WORK INSTRUCTION - Only lines with the word "Albert" are wanted; copy each of them from the listing below.
........
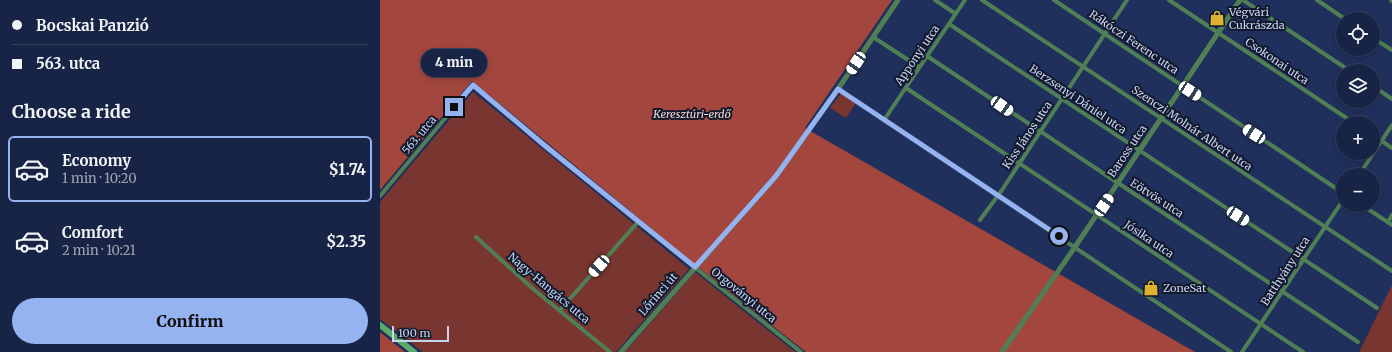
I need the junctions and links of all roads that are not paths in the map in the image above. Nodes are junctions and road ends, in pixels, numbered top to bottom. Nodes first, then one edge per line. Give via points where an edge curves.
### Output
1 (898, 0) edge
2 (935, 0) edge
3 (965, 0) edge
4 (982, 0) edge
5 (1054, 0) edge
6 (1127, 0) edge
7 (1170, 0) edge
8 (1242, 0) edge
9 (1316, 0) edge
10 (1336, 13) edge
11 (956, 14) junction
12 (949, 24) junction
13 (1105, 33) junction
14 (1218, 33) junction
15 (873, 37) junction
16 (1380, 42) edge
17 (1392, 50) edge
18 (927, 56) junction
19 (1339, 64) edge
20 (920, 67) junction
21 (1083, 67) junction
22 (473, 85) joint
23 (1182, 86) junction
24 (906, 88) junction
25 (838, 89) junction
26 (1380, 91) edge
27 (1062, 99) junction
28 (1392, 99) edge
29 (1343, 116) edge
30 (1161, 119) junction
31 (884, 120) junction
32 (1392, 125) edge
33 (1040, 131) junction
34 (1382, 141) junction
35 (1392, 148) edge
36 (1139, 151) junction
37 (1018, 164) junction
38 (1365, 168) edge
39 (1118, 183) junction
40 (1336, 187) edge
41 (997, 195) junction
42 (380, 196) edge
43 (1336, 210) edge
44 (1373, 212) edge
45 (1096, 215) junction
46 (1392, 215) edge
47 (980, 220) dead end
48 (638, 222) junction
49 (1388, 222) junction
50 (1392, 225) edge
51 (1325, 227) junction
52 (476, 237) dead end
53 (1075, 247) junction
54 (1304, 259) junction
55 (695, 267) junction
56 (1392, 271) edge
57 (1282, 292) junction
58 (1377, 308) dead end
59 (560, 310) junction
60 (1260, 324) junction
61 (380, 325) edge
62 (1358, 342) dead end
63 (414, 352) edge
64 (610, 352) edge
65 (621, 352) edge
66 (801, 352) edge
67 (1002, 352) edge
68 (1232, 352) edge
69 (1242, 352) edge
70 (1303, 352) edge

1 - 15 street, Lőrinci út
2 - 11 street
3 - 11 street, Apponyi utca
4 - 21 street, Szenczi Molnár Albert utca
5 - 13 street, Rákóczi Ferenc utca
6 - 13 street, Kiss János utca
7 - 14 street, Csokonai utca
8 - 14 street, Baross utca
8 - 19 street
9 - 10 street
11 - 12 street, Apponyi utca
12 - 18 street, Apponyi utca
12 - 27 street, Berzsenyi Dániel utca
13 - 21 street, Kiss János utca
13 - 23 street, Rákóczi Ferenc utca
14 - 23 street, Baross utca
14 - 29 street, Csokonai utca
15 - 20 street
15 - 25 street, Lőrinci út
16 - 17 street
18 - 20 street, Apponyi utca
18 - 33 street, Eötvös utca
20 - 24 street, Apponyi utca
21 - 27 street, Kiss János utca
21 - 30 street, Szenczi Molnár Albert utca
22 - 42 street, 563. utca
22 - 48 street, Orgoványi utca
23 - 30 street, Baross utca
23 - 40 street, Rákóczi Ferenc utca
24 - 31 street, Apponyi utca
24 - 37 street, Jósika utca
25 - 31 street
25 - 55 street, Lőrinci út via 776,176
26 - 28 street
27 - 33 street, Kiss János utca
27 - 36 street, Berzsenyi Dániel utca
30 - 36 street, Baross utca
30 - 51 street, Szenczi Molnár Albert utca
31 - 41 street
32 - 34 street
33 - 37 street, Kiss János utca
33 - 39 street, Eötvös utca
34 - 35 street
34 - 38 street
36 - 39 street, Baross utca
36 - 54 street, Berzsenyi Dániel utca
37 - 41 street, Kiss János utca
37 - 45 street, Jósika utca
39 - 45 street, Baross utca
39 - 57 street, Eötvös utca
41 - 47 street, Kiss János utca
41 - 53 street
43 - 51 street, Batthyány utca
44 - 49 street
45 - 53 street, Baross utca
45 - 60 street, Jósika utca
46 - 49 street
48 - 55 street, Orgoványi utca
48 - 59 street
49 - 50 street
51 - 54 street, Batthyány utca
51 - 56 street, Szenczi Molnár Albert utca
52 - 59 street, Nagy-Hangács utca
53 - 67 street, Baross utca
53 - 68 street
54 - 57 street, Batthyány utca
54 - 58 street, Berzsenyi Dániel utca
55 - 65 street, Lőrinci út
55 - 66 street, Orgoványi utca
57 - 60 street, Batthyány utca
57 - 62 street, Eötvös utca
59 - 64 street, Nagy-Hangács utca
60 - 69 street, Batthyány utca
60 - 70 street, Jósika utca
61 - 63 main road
........
FINISHED EXERCISE -
4 - 21 street, Szenczi Molnár Albert utca
21 - 30 street, Szenczi Molnár Albert utca
30 - 51 street, Szenczi Molnár Albert utca
51 - 56 street, Szenczi Molnár Albert utca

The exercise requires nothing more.